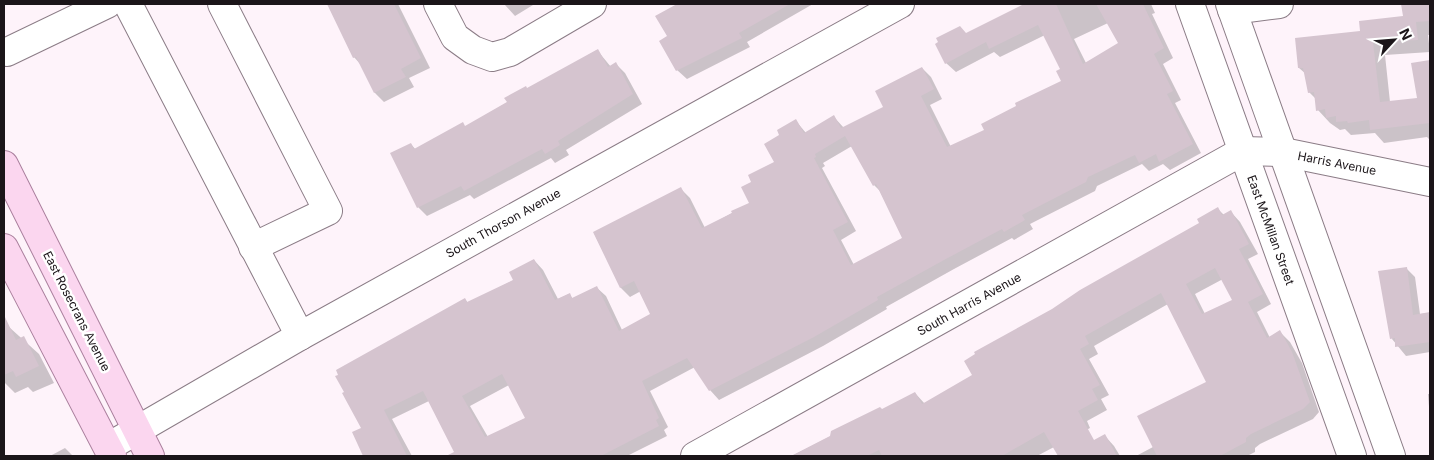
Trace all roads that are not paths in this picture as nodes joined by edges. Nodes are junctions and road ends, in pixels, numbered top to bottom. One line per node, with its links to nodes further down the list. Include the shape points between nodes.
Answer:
1 (107, 4): 10 (street)
2 (128, 4): 15 (street)
3 (222, 4): 15 (street, via 328,211)
4 (438, 4): 5 (street, via 455,37 473,50 492,57 510,52)
5 (592, 4)
6 (1190, 4): 11 (street, East McMillan Street)
7 (1279, 4): 9 (street)
8 (894, 5): 17 (street, South Thorson Avenue)
9 (1231, 7): 12 (street)
10 (8, 52)
11 (1243, 151): 12 (street, Harris Avenue); 20 (street, East McMillan Street); 22 (street, South Harris Avenue)
12 (1283, 152): 14 (street, Harris Avenue); 23 (street)
13 (4, 165): 18 (main road, East Rosecrans Avenue)
14 (1430, 182)
15 (254, 247): 17 (street)
16 (4, 248): 19 (main road)
17 (300, 336): 18 (street, South Thorson Avenue)
18 (138, 432): 19 (street, South Thorson Avenue); 21 (main road, East Rosecrans Avenue)
19 (110, 452)
20 (1345, 453)
21 (150, 456)
22 (695, 456)
23 (1391, 456)

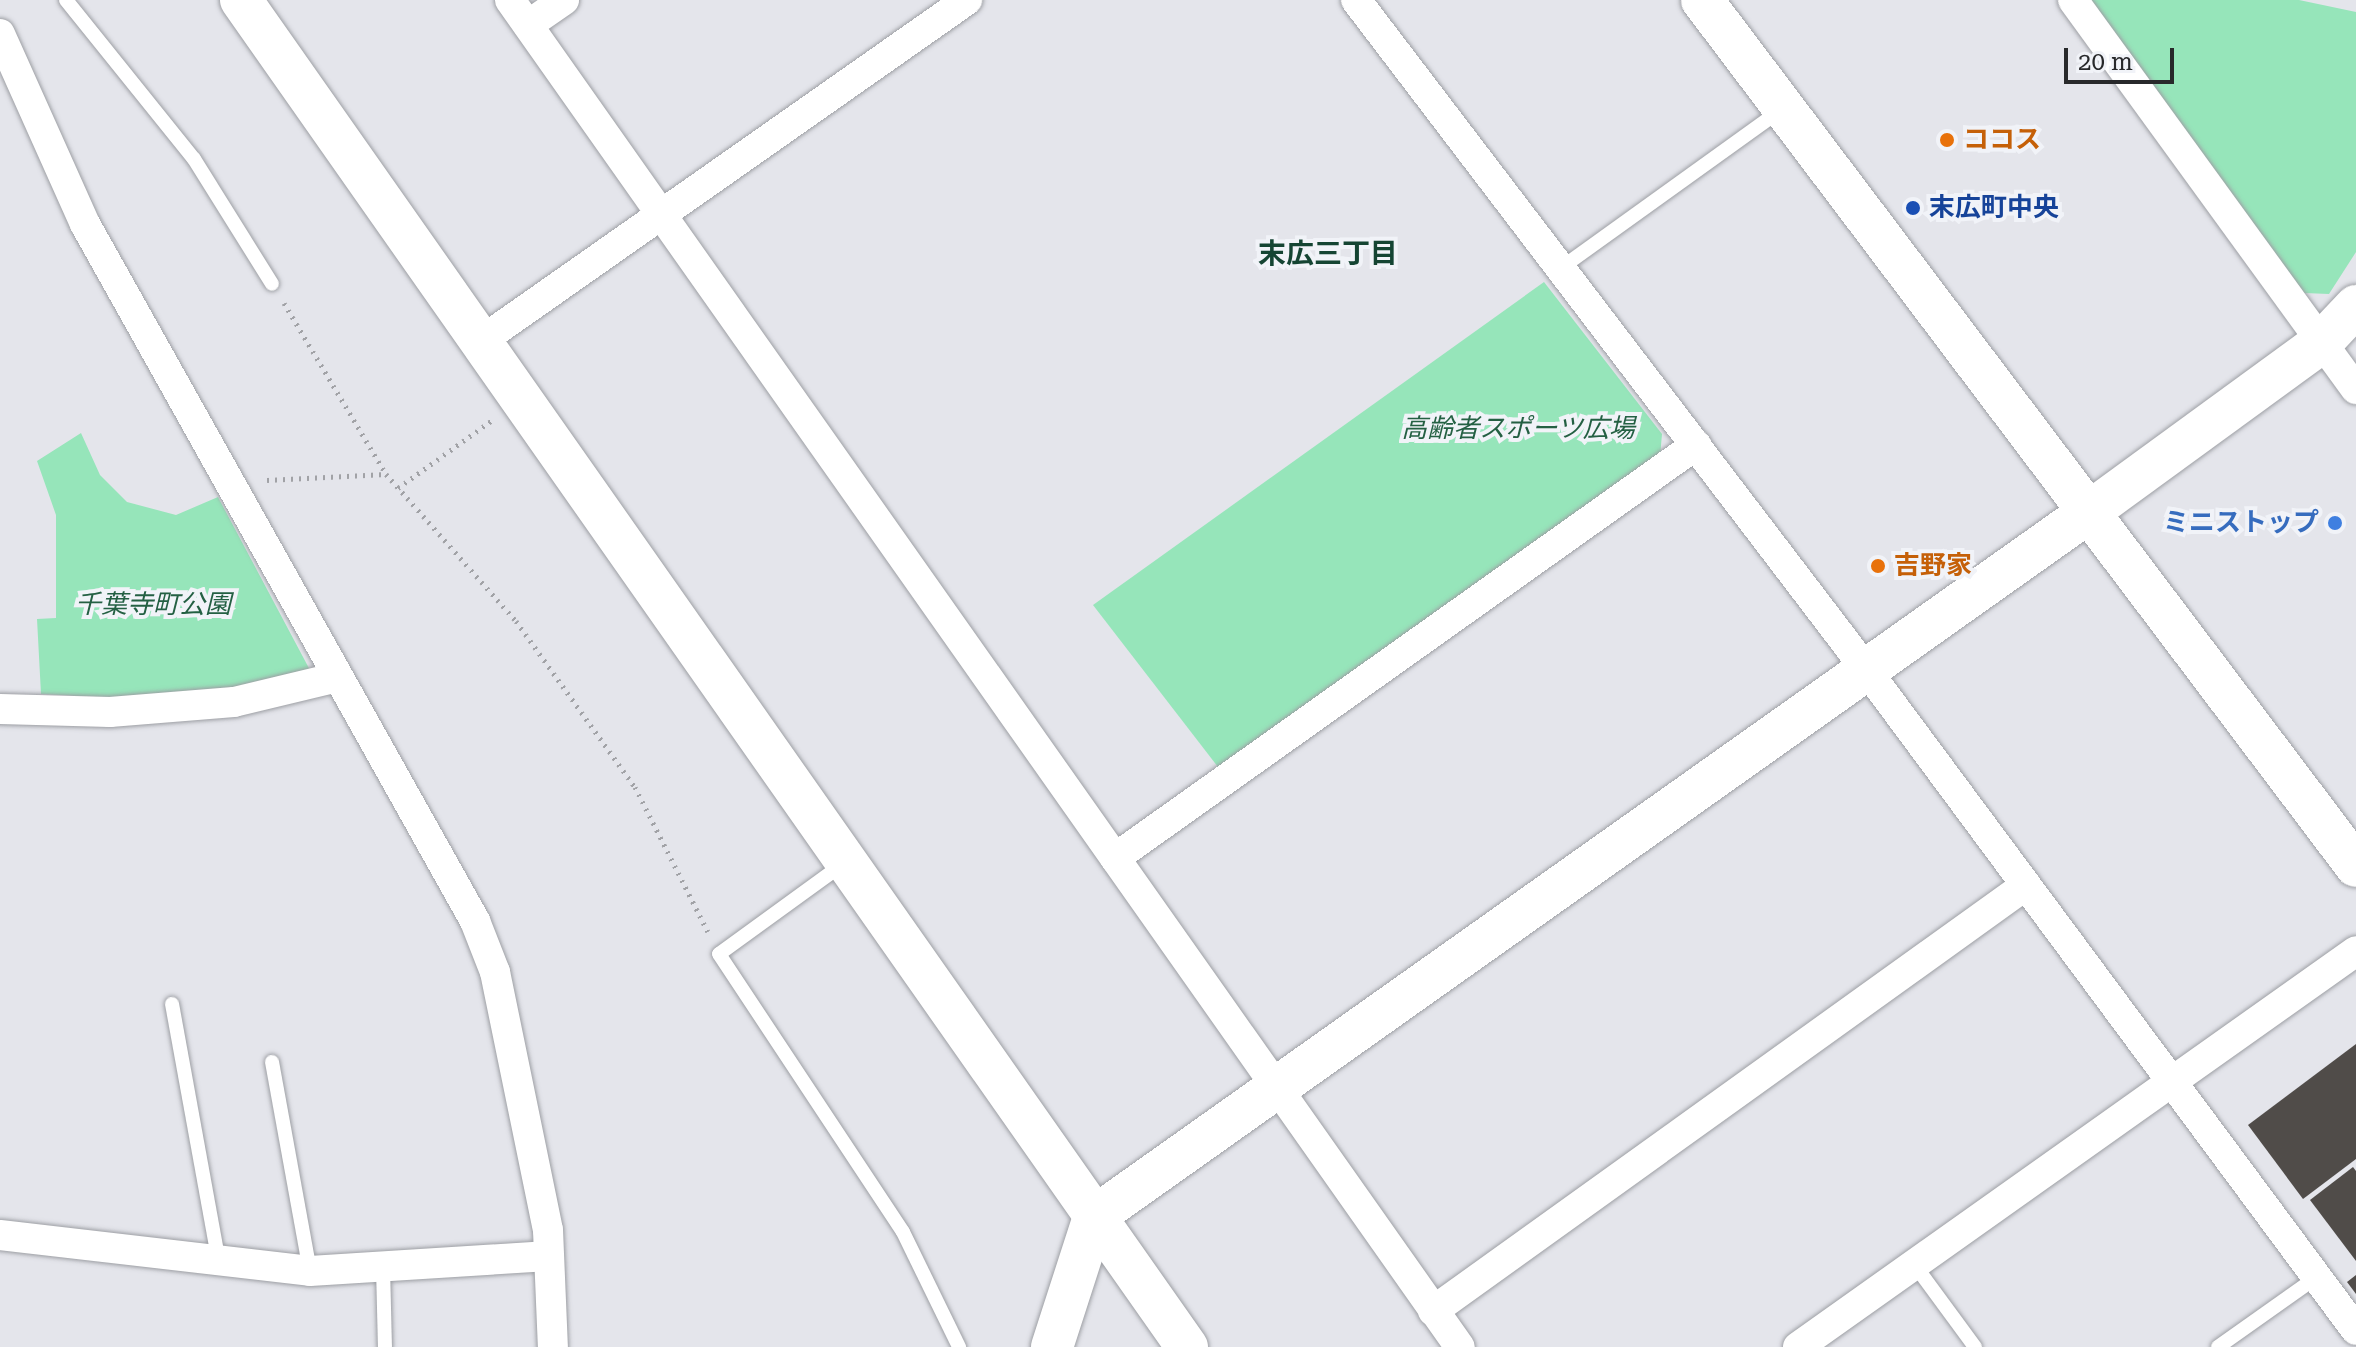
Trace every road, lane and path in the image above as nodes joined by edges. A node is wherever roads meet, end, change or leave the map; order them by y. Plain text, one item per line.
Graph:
1 (66, 0) edge
2 (241, 0) edge
3 (510, 0) edge
4 (564, 0) edge
5 (967, 0) edge
6 (1356, 0) edge
7 (1702, 0) edge
8 (2073, 0) edge
9 (528, 25) junction
10 (0, 34) edge
11 (8, 84) edge
12 (1785, 107) junction
13 (662, 215) junction
14 (1561, 268) junction
15 (272, 284) joint
16 (2356, 306) edge
17 (481, 341) junction
18 (2321, 343) junction
19 (2356, 389) edge
20 (484, 427) dead end
21 (1696, 445) junction
22 (386, 474) junction
23 (288, 479) dead end
24 (398, 488) junction
25 (2089, 512) junction
26 (1865, 668) junction
27 (338, 677) junction
28 (0, 709) edge
29 (1115, 858) junction
30 (843, 864) junction
31 (2356, 866) edge
32 (2026, 885) junction
33 (2356, 951) edge
34 (719, 954) junction
35 (172, 1004) dead end
36 (272, 1062) dead end
37 (2173, 1082) junction
38 (1277, 1086) junction
39 (1094, 1217) junction
40 (0, 1235) edge
41 (549, 1256) junction
42 (219, 1263) junction
43 (1914, 1264) junction
44 (383, 1267) junction
45 (310, 1271) junction
46 (2317, 1277) junction
47 (1433, 1311) junction
48 (2356, 1330) edge
49 (385, 1347) edge
50 (553, 1347) edge
51 (959, 1347) edge
52 (1052, 1347) edge
53 (1187, 1347) edge
54 (1460, 1347) edge
55 (1798, 1347) edge
56 (1975, 1347) edge
57 (2218, 1347) edge

1 - 15 lane
2 - 17 street
3 - 9 street
4 - 9 street
5 - 13 street
6 - 14 street
7 - 12 street
8 - 18 street
9 - 13 street
10 - 11 street
11 - 27 street
12 - 14 lane
12 - 25 street
13 - 17 street
13 - 29 street
14 - 21 street
15 - 22 path
16 - 18 street
17 - 30 street
18 - 19 street
18 - 25 street
20 - 24 path
21 - 26 street
21 - 29 street
22 - 23 path
22 - 24 path
24 - 34 path
25 - 26 street
25 - 31 street
26 - 32 street
26 - 38 street
27 - 28 street
27 - 41 street
29 - 38 street
30 - 34 lane
30 - 39 street
32 - 37 street
32 - 47 street
33 - 37 street
34 - 51 lane
35 - 42 lane
36 - 45 lane
37 - 43 street
37 - 46 street
38 - 39 street
38 - 47 street
39 - 52 street
39 - 53 street
40 - 42 street
41 - 44 street
41 - 50 street
42 - 45 street
43 - 55 street
43 - 56 lane
44 - 45 street
44 - 49 lane
46 - 48 street
46 - 57 lane
47 - 54 street

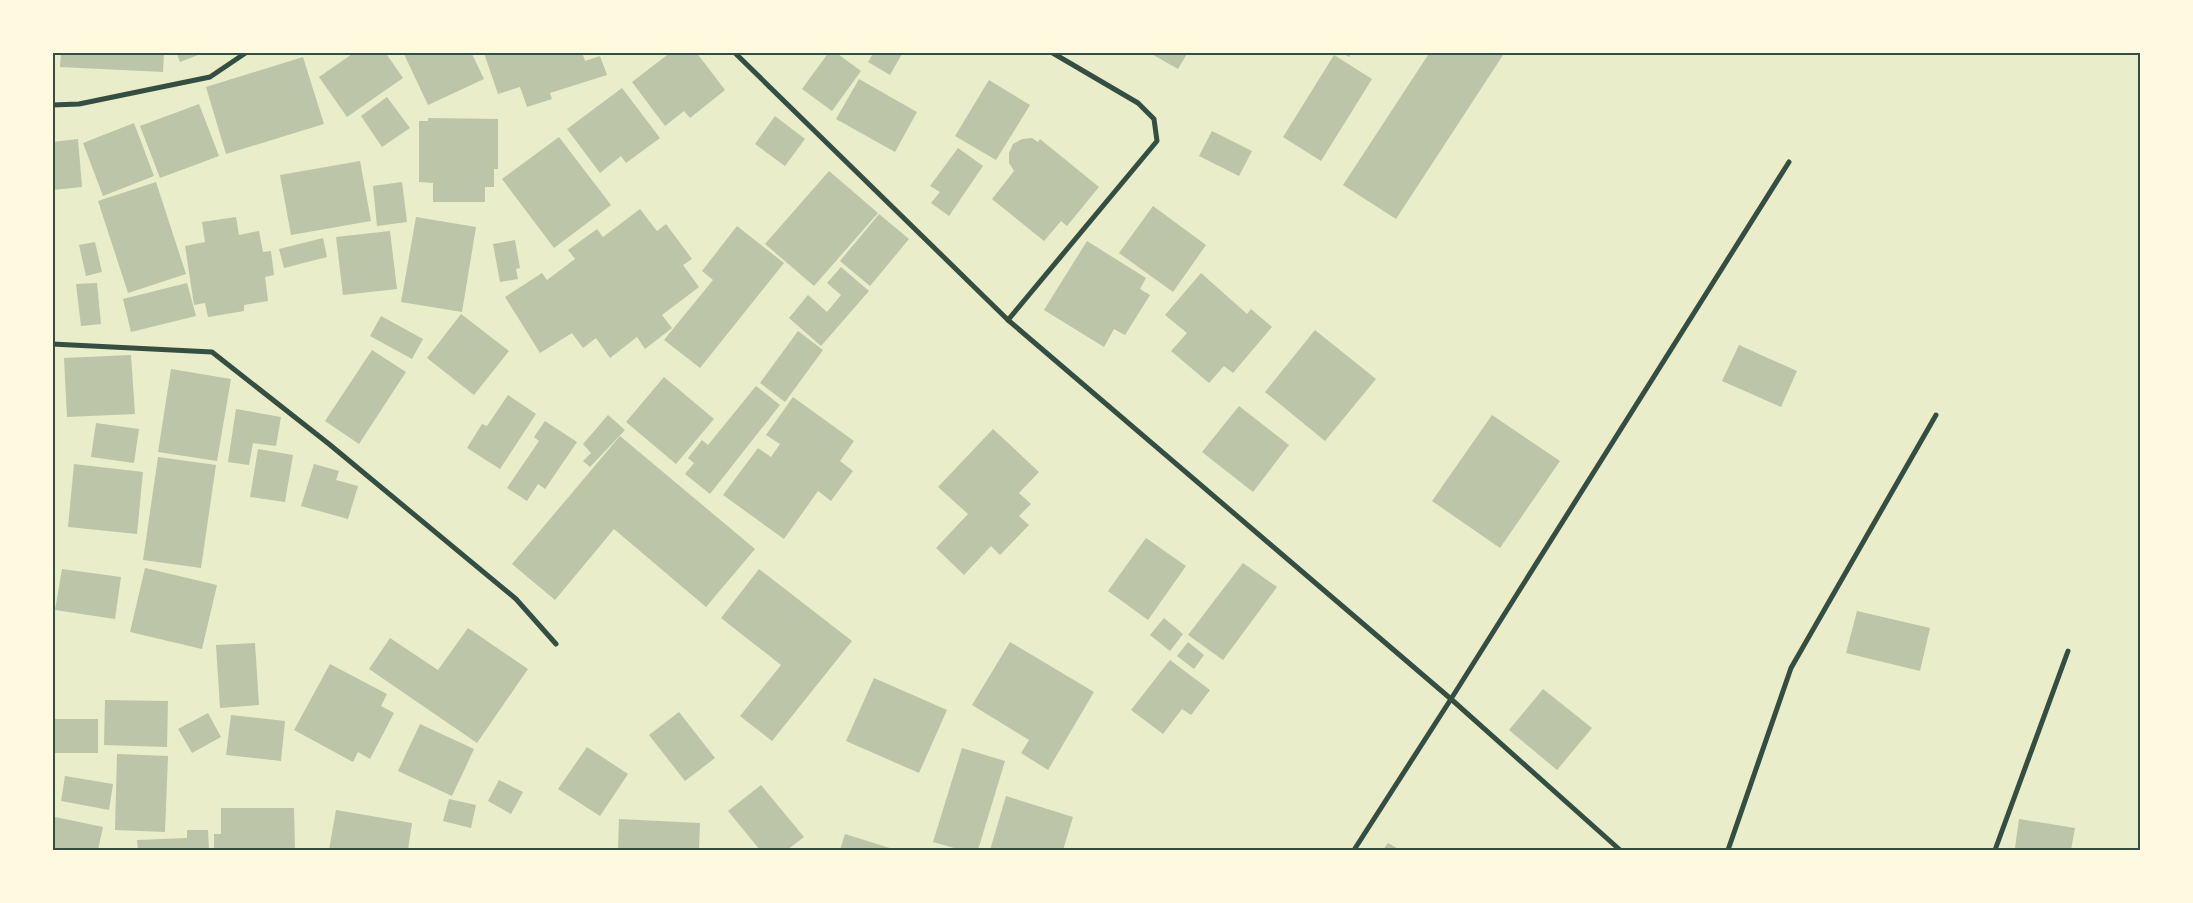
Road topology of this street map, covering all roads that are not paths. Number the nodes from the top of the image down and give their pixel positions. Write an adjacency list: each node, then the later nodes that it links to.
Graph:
1 (247, 52): 4 (street)
2 (734, 52): 6 (street)
3 (1051, 52): 6 (street)
4 (52, 105)
5 (1790, 162): 11 (street)
6 (1008, 320): 11 (street)
7 (52, 344): 9 (street)
8 (1936, 415): 14 (street)
9 (556, 644)
10 (2068, 652): 15 (street)
11 (1451, 700): 12 (street); 13 (street)
12 (1354, 850)
13 (1620, 850)
14 (1728, 850)
15 (1995, 850)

------------------------------------

> INSTRUCTIONS TO FOLLOW
Without the pictures, return the records above exactly as given.

> RESULT OF THE TASK
Trace all roads that are not paths in this picture as nodes joined by edges. Nodes are junctions and road ends, in pixels, numbered top to bottom. One line per node, with its links to nodes further down the list. Include the shape points between nodes.
Answer:
1 (107, 4): 10 (street)
2 (128, 4): 15 (street)
3 (222, 4): 15 (street, via 328,211)
4 (438, 4): 5 (street, via 455,37 473,50 492,57 510,52)
5 (592, 4)
6 (1190, 4): 11 (street, East McMillan Street)
7 (1279, 4): 9 (street)
8 (894, 5): 17 (street, South Thorson Avenue)
9 (1231, 7): 12 (street)
10 (8, 52)
11 (1243, 151): 12 (street, Harris Avenue); 20 (street, East McMillan Street); 22 (street, South Harris Avenue)
12 (1283, 152): 14 (street, Harris Avenue); 23 (street)
13 (4, 165): 18 (main road, East Rosecrans Avenue)
14 (1430, 182)
15 (254, 247): 17 (street)
16 (4, 248): 19 (main road)
17 (300, 336): 18 (street, South Thorson Avenue)
18 (138, 432): 19 (street, South Thorson Avenue); 21 (main road, East Rosecrans Avenue)
19 (110, 452)
20 (1345, 453)
21 (150, 456)
22 (695, 456)
23 (1391, 456)

Trace every road, lane and path in the image above as nodes joined by edges. A node is wherever roads meet, end, change or leave the map; order them by y. Plain text, one item per line.
Graph:
1 (66, 0) edge
2 (241, 0) edge
3 (510, 0) edge
4 (564, 0) edge
5 (967, 0) edge
6 (1356, 0) edge
7 (1702, 0) edge
8 (2073, 0) edge
9 (528, 25) junction
10 (0, 34) edge
11 (8, 84) edge
12 (1785, 107) junction
13 (662, 215) junction
14 (1561, 268) junction
15 (272, 284) joint
16 (2356, 306) edge
17 (481, 341) junction
18 (2321, 343) junction
19 (2356, 389) edge
20 (484, 427) dead end
21 (1696, 445) junction
22 (386, 474) junction
23 (288, 479) dead end
24 (398, 488) junction
25 (2089, 512) junction
26 (1865, 668) junction
27 (338, 677) junction
28 (0, 709) edge
29 (1115, 858) junction
30 (843, 864) junction
31 (2356, 866) edge
32 (2026, 885) junction
33 (2356, 951) edge
34 (719, 954) junction
35 (172, 1004) dead end
36 (272, 1062) dead end
37 (2173, 1082) junction
38 (1277, 1086) junction
39 (1094, 1217) junction
40 (0, 1235) edge
41 (549, 1256) junction
42 (219, 1263) junction
43 (1914, 1264) junction
44 (383, 1267) junction
45 (310, 1271) junction
46 (2317, 1277) junction
47 (1433, 1311) junction
48 (2356, 1330) edge
49 (385, 1347) edge
50 (553, 1347) edge
51 (959, 1347) edge
52 (1052, 1347) edge
53 (1187, 1347) edge
54 (1460, 1347) edge
55 (1798, 1347) edge
56 (1975, 1347) edge
57 (2218, 1347) edge

1 - 15 lane
2 - 17 street
3 - 9 street
4 - 9 street
5 - 13 street
6 - 14 street
7 - 12 street
8 - 18 street
9 - 13 street
10 - 11 street
11 - 27 street
12 - 14 lane
12 - 25 street
13 - 17 street
13 - 29 street
14 - 21 street
15 - 22 path
16 - 18 street
17 - 30 street
18 - 19 street
18 - 25 street
20 - 24 path
21 - 26 street
21 - 29 street
22 - 23 path
22 - 24 path
24 - 34 path
25 - 26 street
25 - 31 street
26 - 32 street
26 - 38 street
27 - 28 street
27 - 41 street
29 - 38 street
30 - 34 lane
30 - 39 street
32 - 37 street
32 - 47 street
33 - 37 street
34 - 51 lane
35 - 42 lane
36 - 45 lane
37 - 43 street
37 - 46 street
38 - 39 street
38 - 47 street
39 - 52 street
39 - 53 street
40 - 42 street
41 - 44 street
41 - 50 street
42 - 45 street
43 - 55 street
43 - 56 lane
44 - 45 street
44 - 49 lane
46 - 48 street
46 - 57 lane
47 - 54 street

Road topology of this street map, covering all roads that are not paths. Number the nodes from the top of the image down and give their pixel positions. Write an adjacency list: each node, then the later nodes that it links to.
Graph:
1 (247, 52): 4 (street)
2 (734, 52): 6 (street)
3 (1051, 52): 6 (street)
4 (52, 105)
5 (1790, 162): 11 (street)
6 (1008, 320): 11 (street)
7 (52, 344): 9 (street)
8 (1936, 415): 14 (street)
9 (556, 644)
10 (2068, 652): 15 (street)
11 (1451, 700): 12 (street); 13 (street)
12 (1354, 850)
13 (1620, 850)
14 (1728, 850)
15 (1995, 850)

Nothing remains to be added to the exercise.